Computational methods for detecting textual similarity provide powerful tools for exploring linguistic patterns, formulaic language, and textual transmission in historical corpora. However, in
Ancient Greek studies, these approaches have mostly been tested on small datasets or employed
in targeted search tasks. In this paper, we investigate what insights emerge when similarity measures are applied across a large and diverse corpus of Greek texts spanning multiple periods and
genres. Our approach is fully unsupervised and does not rely on prior assumptions or predefined
queries.
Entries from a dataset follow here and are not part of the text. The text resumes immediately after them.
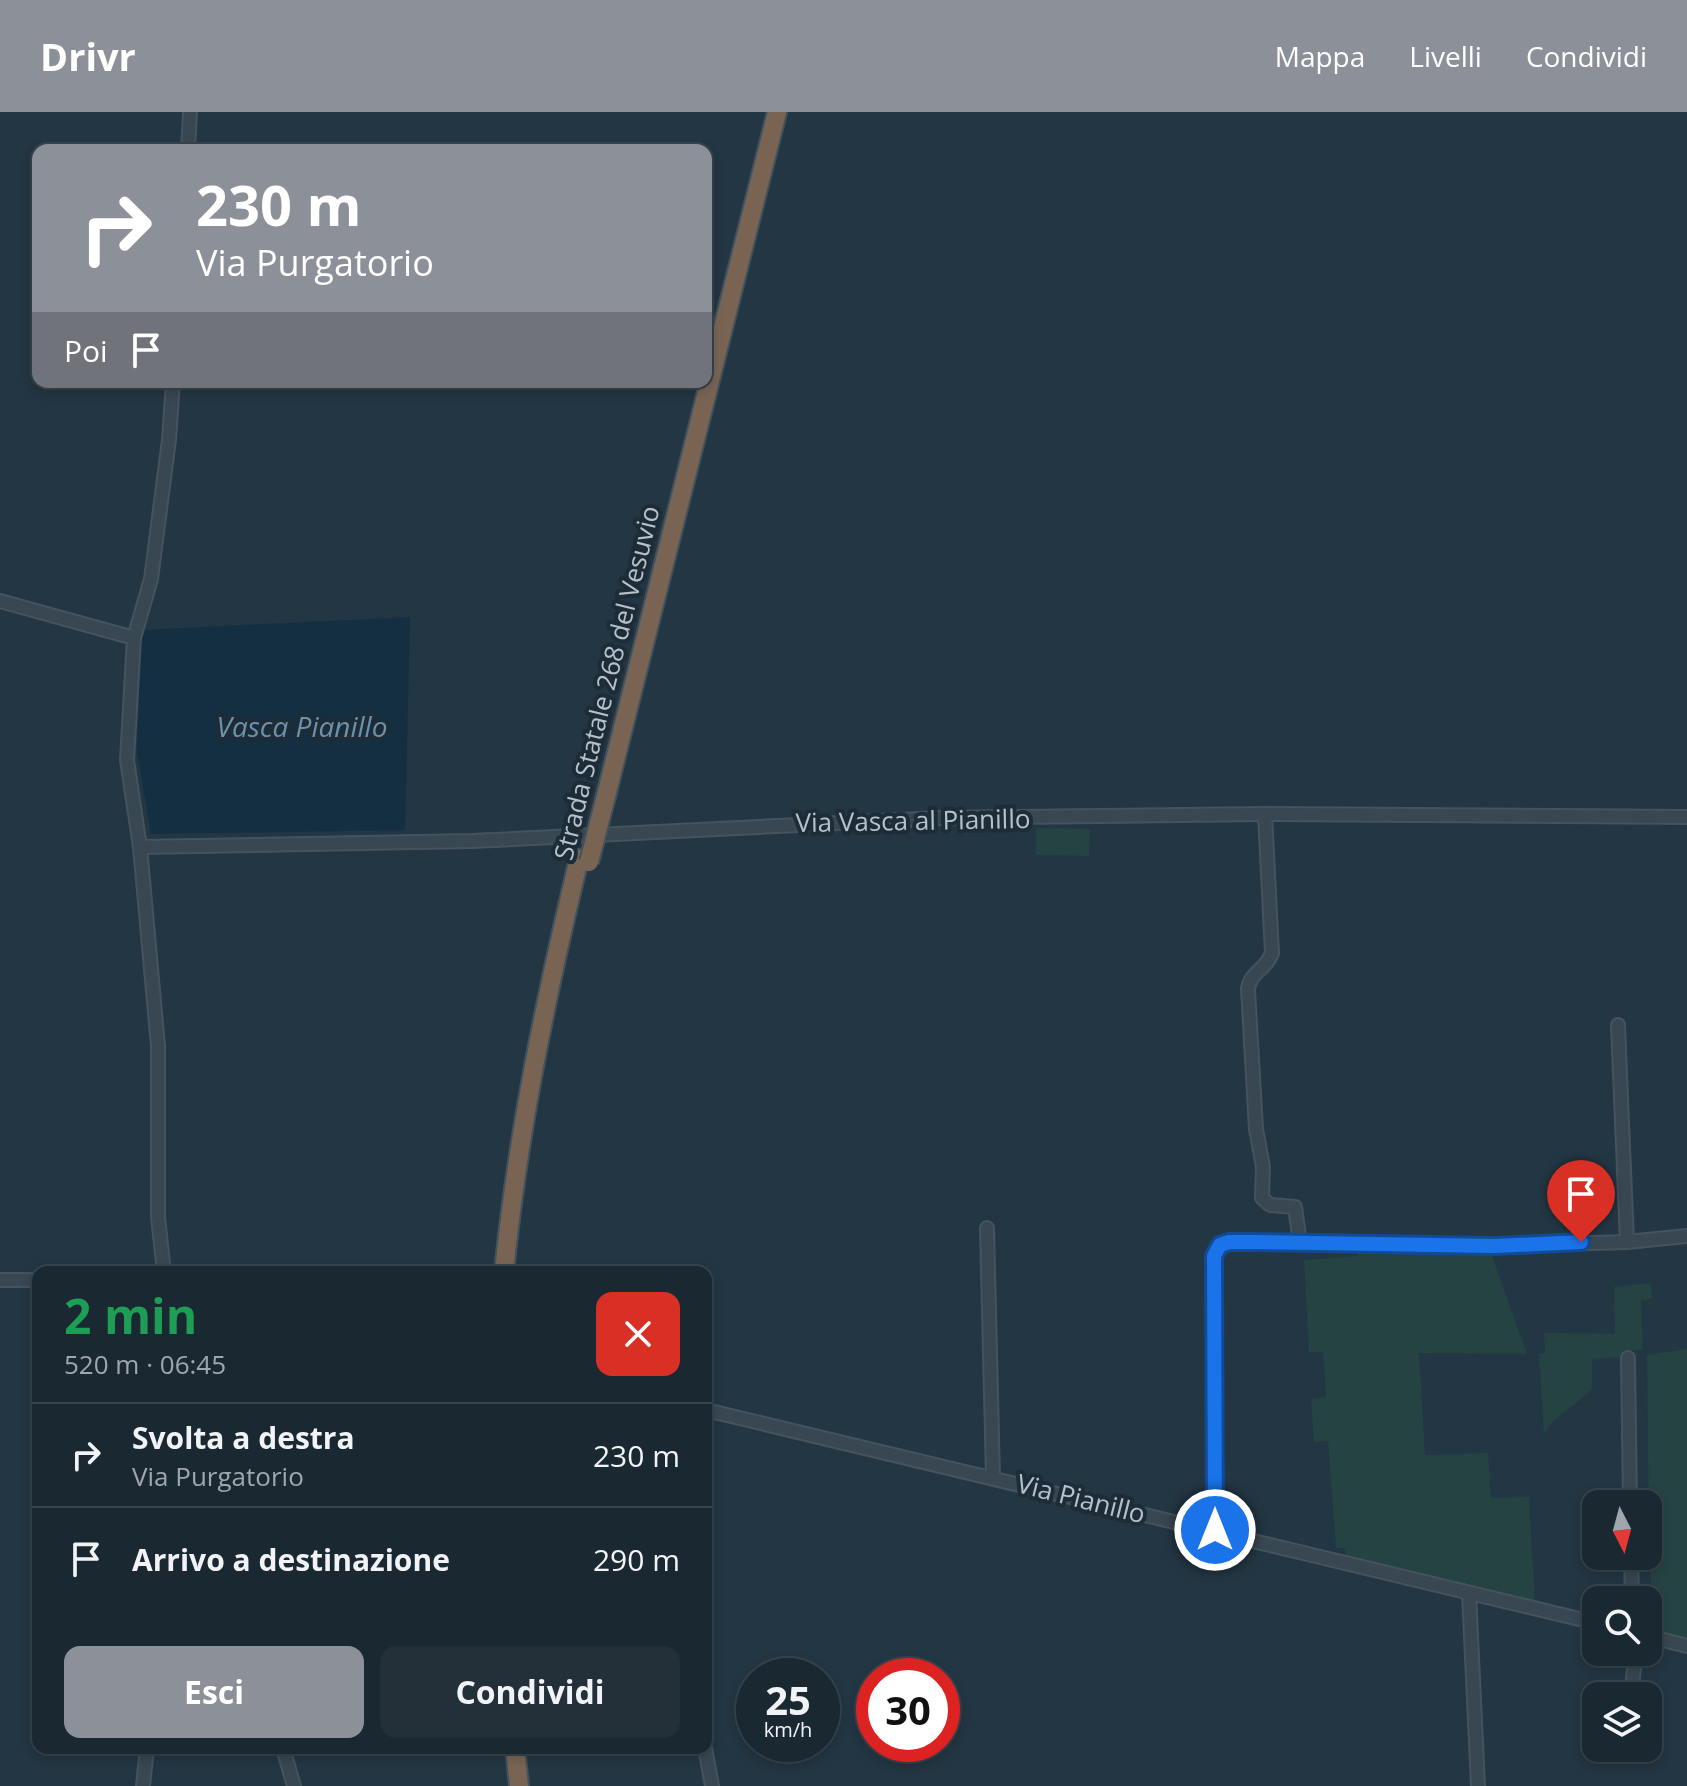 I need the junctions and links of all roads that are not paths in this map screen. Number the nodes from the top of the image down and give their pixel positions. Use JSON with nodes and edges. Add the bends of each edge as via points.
{"nodes":[{"id":1,"x":190,"y":112,"type":"edge"},
{"id":2,"x":766,"y":112,"type":"edge"},
{"id":3,"x":777,"y":112,"type":"edge"},
{"id":4,"x":188,"y":144,"type":"edge"},
{"id":5,"x":750,"y":197,"type":"junction"},
{"id":6,"x":712,"y":330,"type":"edge"},
{"id":7,"x":712,"y":350,"type":"edge"},
{"id":8,"x":173,"y":388,"type":"edge"},
{"id":9,"x":697,"y":388,"type":"edge"},
{"id":10,"x":702,"y":388,"type":"edge"},
{"id":11,"x":0,"y":601,"type":"edge"},
{"id":12,"x":134,"y":638,"type":"junction"},
{"id":13,"x":601,"y":795,"type":"junction"},
{"id":14,"x":1265,"y":814,"type":"junction"},
{"id":15,"x":1687,"y":817,"type":"edge"},
{"id":16,"x":140,"y":847,"type":"junction"},
{"id":17,"x":584,"y":861,"type":"junction"},
{"id":18,"x":1618,"y":1025,"type":"dead end"},
{"id":19,"x":987,"y":1228,"type":"dead end"},
{"id":20,"x":1687,"y":1236,"type":"edge"},
{"id":21,"x":1627,"y":1242,"type":"junction"},
{"id":22,"x":1300,"y":1243,"type":"junction"},
{"id":23,"x":163,"y":1266,"type":"edge"},
{"id":24,"x":505,"y":1266,"type":"edge"},
{"id":25,"x":516,"y":1266,"type":"edge"},
{"id":26,"x":0,"y":1280,"type":"edge"},
{"id":27,"x":32,"y":1280,"type":"edge"},
{"id":28,"x":1628,"y":1358,"type":"dead end"},
{"id":29,"x":712,"y":1411,"type":"edge"},
{"id":30,"x":993,"y":1477,"type":"junction"},
{"id":31,"x":1630,"y":1490,"type":"edge"},
{"id":32,"x":1215,"y":1530,"type":"junction"},
{"id":33,"x":1469,"y":1593,"type":"junction"},
{"id":34,"x":1582,"y":1620,"type":"edge"},
{"id":35,"x":1662,"y":1640,"type":"edge"},
{"id":36,"x":1687,"y":1646,"type":"edge"},
{"id":37,"x":146,"y":1754,"type":"edge"},
{"id":38,"x":285,"y":1754,"type":"edge"},
{"id":39,"x":505,"y":1754,"type":"edge"},
{"id":40,"x":516,"y":1754,"type":"edge"},
{"id":41,"x":706,"y":1754,"type":"edge"},
{"id":42,"x":143,"y":1786,"type":"edge"},
{"id":43,"x":294,"y":1786,"type":"edge"},
{"id":44,"x":508,"y":1786,"type":"edge"},
{"id":45,"x":519,"y":1786,"type":"edge"},
{"id":46,"x":712,"y":1786,"type":"edge"},
{"id":47,"x":1478,"y":1786,"type":"edge"}],
"edges":[{"from":1,"to":4,"type":"street"},
{"from":2,"to":5,"type":"highway","name":"Strada Statale 268 del Vesuvio"},
{"from":3,"to":5,"type":"highway","name":"Strada Statale 268 del Vesuvio"},
{"from":5,"to":6,"type":"highway","name":"Strada Statale 268 del Vesuvio"},
{"from":5,"to":7,"type":"highway","name":"Strada Statale 268 del Vesuvio"},
{"from":8,"to":12,"type":"street","via":[[151,579]]},
{"from":9,"to":13,"type":"highway","name":"Strada Statale 268 del Vesuvio"},
{"from":10,"to":13,"type":"highway","name":"Strada Statale 268 del Vesuvio"},
{"from":11,"to":12,"type":"street"},
{"from":12,"to":16,"type":"street","via":[[127,760]]},
{"from":13,"to":17,"type":"highway","name":"Strada Statale 268 del Vesuvio"},
{"from":14,"to":15,"type":"street","name":"Via Vasca al Pianillo"},
{"from":14,"to":16,"type":"street","name":"Via Vasca al Pianillo","via":[[941,818],[472,841]]},
{"from":14,"to":22,"type":"street","via":[[1272,953],[1251,977],[1248,989],[1256,1129],[1262,1198],[1270,1205],[1295,1207]]},
{"from":16,"to":23,"type":"street","via":[[158,1046],[158,1217]]},
{"from":17,"to":24,"type":"highway","name":"Strada Statale 268 del Vesuvio","via":[[534,1059]]},
{"from":17,"to":25,"type":"highway","name":"Strada Statale 268 del Vesuvio","via":[[545,1061]]},
{"from":18,"to":21,"type":"street"},
{"from":19,"to":30,"type":"street"},
{"from":20,"to":21,"type":"street"},
{"from":21,"to":22,"type":"street"},
{"from":22,"to":32,"type":"street","via":[[1229,1242],[1214,1256]]},
{"from":26,"to":27,"type":"street"},
{"from":28,"to":31,"type":"street"},
{"from":29,"to":30,"type":"street","name":"Via Pianillo"},
{"from":30,"to":32,"type":"street","name":"Via Pianillo"},
{"from":32,"to":33,"type":"street","name":"Via Pianillo"},
{"from":33,"to":34,"type":"street","name":"Via Pianillo"},
{"from":33,"to":47,"type":"street"},
{"from":35,"to":36,"type":"street"},
{"from":37,"to":42,"type":"street"},
{"from":38,"to":43,"type":"street"},
{"from":39,"to":44,"type":"highway"},
{"from":40,"to":45,"type":"highway"},
{"from":41,"to":46,"type":"street"}]}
We make use of well-established approaches, applying MinHash with locality-sensitive
hashing (LSH) to identify repeated orthographic patterns and transformer-based embeddings to
capture semantic relationships across texts. We first explore our approaches on the Database of
Byzantine Book Epigrams (DBBE), a curated dataset with verse- and epigram-level similarity
clusters. Its relatively compact and structured nature makes it an ideal testbed for probing the
behavior of the similarity algorithms. We then scale up to a larger, more heterogeneous corpus
of Greek texts spanning roughly 400 BC to 1500 AD. Applying MinHash-LSH reveals repeated
formulae across textual traditions, while clustering transformer-based embeddings uncovers conceptual and thematic relationships, highlighting recurring motifs and ideas despite orthographic
variation. Our findings demonstrate how unsupervised methods suited to high-volume data can
uncover structures and relationships that targeted, query-based studies may overlook.